Temas polêmicos como direitos autorais, pedofilia e outros assuntos de direito penal, contudo, devem ficar de fora do novo marco. De acordo com Rená, esses assuntos estão com o debate mais estruturado socialmente e possuem projetos de lei específicos.

"Atualmente você pode ter duas decisões judiciais sobre um mesmo assunto completamente diferentes. E as duas estarão embasadas legalmente nos preceitos constitucionais", disse. "É preciso criar diretrizes para guiar essas decisões."

O texto, que teve a primeira parte em consulta pública até o último dia 17, vai ser focado em questões como anonimato, privacidade e divulgação de dados dos usuários.

Sobre este último tópico ainda não está decidido o que exatamente a nova lei determinará, mas se sabe que a orientação é para que as informações sobre a movimentação do usuário dentro de uma página não possam ser compartilhada entre empresas livremente.

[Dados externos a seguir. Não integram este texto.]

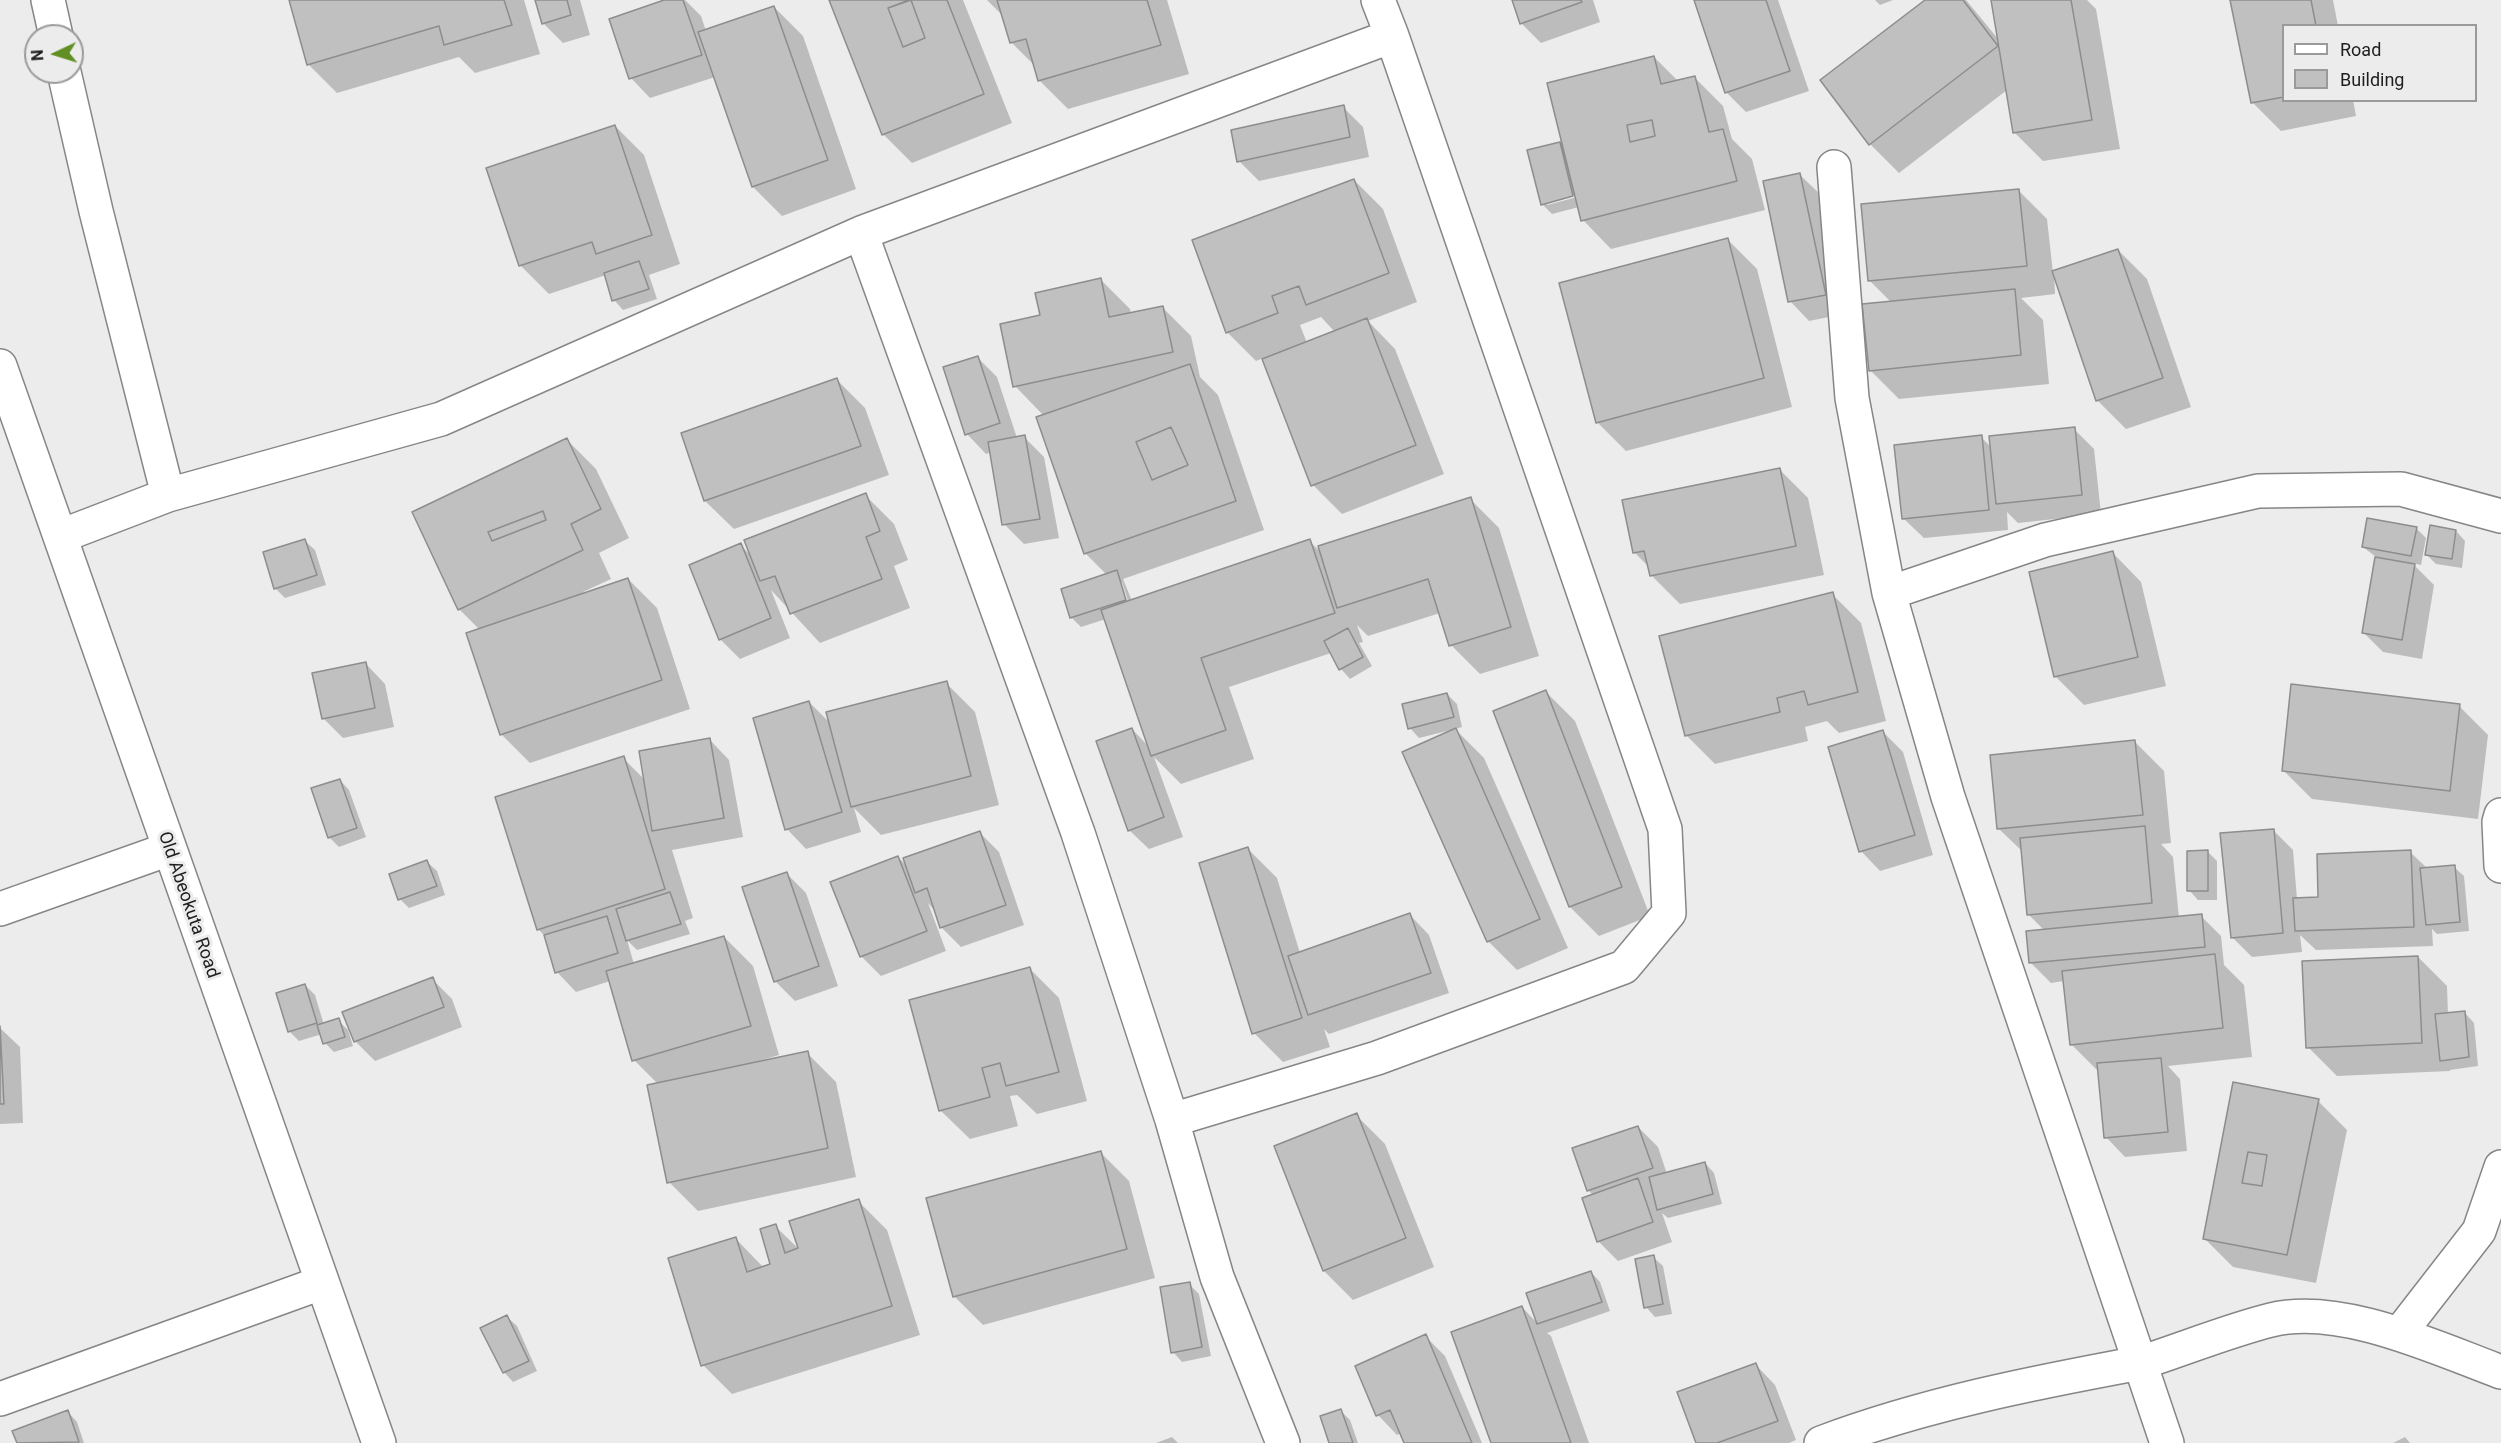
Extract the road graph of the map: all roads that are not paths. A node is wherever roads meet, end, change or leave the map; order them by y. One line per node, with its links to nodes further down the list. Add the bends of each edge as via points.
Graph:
1 (48, 0): 3 (main road)
2 (1378, 0): 4 (main road)
3 (53, 24)
4 (1392, 36): 7 (main road); 17 (main road, via 1665,829 1669,913 1624,967 1377,1058)
5 (67, 84): 9 (main road)
6 (1834, 167): 12 (main road, via 1852,398)
7 (861, 233): 9 (main road, via 441,419); 17 (main road, via 1078,832)
8 (0, 366): 11 (main road, Old Abeokuta Road)
9 (168, 495): 11 (main road)
10 (2501, 516): 12 (main road, via 2401,489 2258,491 2045,540)
11 (61, 537): 14 (main road, Old Abeokuta Road)
12 (1890, 593): 21 (main road, via 1948,797)
13 (2501, 815): 15 (main road)
14 (168, 849): 16 (main road); 19 (main road, Old Abeokuta Road)
15 (2501, 866)
16 (0, 909)
17 (1172, 1120): 25 (main road, via 1217,1277)
18 (2501, 1167): 20 (main road, via 2479,1231)
19 (321, 1283): 23 (main road); 24 (main road, Old Abeokuta Road)
20 (2399, 1334): 21 (main road, via 2324,1316 2273,1320); 22 (main road)
21 (2140, 1363): 26 (main road, via 2004,1388 1857,1429); 27 (main road)
22 (2501, 1372)
23 (0, 1399)
24 (379, 1443)
25 (1283, 1443)
26 (1821, 1443)
27 (2167, 1443)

Alguns projetos prevêem a necessidade de registro biométrico para o uso da internet e a obrigatoriedade da instalação de câmeras de vigilância em lan houses. "A intenção do projeto é não começar a regular pela porta da cadeia, o objetivo é ampliar a liberdade", afirmou Rená.

Essa liberdade faz parte de um conjunto de diretrizes lançadas pelo Comitê Gestor da Internet (CGI), órgão que cuida da governança da internet no Brasil, que prevê também a neutralidade da rede, a inimputabilidade da rede pelas violação de direitos que possam ser cometidas e ambiente legal regulatório, entre outros.

Também devem ser incorporados ao projeto os princípios do Plano Nacional de Banda Larga, que será divulgado até o fim de janeiro. Junto com a previsão do plano de levar internet rápida e barata para todo o País, universalizando o acesso, o novo marco regulatório irá incluir esse acesso como preceito constitucional.

"A ideia é transformar uma política de governo em política de Estado. Como direito fundamental do cidadão, isso passará a ser um compromisso estatal", afirmou o coordenador.

O novo marco civil deverá passar por uma segunda consulta pública quando a minuta do projeto estiver pronta, entre janeiro e fevereiro. A primeira consulta ficou disponível na internet durante 45 dias, quando recebeu média diária de 1,3 mil visitas.